[Start of Attachment]

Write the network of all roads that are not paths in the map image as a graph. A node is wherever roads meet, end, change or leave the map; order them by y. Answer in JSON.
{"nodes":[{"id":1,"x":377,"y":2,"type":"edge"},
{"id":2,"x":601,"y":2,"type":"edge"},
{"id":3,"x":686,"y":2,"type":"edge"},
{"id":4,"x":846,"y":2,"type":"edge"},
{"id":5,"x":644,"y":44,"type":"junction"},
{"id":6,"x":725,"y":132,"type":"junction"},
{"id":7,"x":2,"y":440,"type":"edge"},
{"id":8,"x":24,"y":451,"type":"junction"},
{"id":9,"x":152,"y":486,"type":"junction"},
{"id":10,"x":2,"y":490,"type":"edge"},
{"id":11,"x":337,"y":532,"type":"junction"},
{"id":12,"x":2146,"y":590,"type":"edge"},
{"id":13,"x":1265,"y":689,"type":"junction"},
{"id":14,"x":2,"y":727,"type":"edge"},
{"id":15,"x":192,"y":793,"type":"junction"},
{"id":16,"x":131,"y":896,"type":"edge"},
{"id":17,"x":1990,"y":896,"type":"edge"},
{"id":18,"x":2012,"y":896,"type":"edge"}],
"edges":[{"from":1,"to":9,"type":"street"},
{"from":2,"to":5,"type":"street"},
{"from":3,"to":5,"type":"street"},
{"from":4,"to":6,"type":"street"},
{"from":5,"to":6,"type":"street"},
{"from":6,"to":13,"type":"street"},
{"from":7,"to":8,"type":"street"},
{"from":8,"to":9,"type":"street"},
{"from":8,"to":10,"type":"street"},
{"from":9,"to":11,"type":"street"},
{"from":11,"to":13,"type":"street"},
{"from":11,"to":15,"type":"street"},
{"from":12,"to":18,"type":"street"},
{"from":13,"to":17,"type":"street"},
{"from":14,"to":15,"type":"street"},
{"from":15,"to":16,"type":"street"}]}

[End of Attachment]

:: TASK STATEMENT ::
Determine how many lines of the material include the string "junction", and give only the resulting number.

:: SOLUTION ::
7